[Stored items]
· · ·

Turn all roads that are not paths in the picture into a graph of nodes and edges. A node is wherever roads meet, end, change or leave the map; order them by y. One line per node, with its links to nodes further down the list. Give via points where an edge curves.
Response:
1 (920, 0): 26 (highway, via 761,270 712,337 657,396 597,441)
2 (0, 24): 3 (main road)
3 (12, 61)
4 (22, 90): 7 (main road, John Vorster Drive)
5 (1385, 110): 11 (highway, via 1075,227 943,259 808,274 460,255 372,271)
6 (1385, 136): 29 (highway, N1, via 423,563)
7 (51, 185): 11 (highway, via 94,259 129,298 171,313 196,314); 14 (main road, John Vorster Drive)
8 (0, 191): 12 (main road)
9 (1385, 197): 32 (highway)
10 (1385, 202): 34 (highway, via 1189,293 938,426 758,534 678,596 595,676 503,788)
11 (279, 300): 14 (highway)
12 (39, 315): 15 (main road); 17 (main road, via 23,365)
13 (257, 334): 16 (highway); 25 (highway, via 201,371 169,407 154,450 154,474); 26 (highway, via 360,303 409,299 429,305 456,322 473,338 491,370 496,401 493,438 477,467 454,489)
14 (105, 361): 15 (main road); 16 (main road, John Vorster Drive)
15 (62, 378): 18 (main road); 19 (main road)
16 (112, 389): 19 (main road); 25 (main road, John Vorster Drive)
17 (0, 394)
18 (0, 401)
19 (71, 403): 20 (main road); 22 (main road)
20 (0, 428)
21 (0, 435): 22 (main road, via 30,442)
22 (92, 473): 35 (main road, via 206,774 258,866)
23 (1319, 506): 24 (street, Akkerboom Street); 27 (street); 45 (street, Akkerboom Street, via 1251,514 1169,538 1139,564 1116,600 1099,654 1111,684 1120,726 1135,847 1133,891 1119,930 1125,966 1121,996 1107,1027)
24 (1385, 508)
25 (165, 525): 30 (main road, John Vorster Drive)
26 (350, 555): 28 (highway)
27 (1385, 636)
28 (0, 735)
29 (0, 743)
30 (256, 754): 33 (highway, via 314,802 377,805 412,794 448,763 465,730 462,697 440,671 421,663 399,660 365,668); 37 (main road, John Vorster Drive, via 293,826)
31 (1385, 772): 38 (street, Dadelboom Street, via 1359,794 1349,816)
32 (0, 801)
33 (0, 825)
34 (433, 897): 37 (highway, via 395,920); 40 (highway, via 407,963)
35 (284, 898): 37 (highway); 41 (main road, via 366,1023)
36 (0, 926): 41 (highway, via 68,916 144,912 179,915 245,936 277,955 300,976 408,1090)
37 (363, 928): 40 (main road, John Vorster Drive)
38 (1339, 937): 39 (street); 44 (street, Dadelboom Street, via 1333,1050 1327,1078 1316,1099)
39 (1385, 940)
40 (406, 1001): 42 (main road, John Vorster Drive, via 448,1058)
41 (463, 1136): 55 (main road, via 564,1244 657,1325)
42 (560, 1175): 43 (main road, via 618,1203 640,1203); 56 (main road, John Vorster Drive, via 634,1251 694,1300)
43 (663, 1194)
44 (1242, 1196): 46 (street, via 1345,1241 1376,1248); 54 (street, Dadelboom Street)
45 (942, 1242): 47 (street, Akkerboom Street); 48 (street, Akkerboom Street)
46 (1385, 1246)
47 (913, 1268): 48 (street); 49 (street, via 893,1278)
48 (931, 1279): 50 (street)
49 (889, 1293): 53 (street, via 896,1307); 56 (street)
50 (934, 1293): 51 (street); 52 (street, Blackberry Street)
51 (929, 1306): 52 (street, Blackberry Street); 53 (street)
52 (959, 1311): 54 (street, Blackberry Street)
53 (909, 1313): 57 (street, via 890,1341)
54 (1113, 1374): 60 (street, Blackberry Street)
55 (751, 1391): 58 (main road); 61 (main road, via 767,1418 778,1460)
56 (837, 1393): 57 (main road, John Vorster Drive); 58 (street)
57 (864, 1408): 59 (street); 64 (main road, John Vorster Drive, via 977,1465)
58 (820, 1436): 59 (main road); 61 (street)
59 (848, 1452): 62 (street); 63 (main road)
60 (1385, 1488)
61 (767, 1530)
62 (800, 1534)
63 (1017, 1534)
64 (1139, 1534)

· · ·

## [TASK ITEM]
From the records above, copy every line that holds the word "Dadelboom".

## [TASK RESULT]
31 (1385, 772): 38 (street, Dadelboom Street, via 1359,794 1349,816)
38 (1339, 937): 39 (street); 44 (street, Dadelboom Street, via 1333,1050 1327,1078 1316,1099)
44 (1242, 1196): 46 (street, via 1345,1241 1376,1248); 54 (street, Dadelboom Street)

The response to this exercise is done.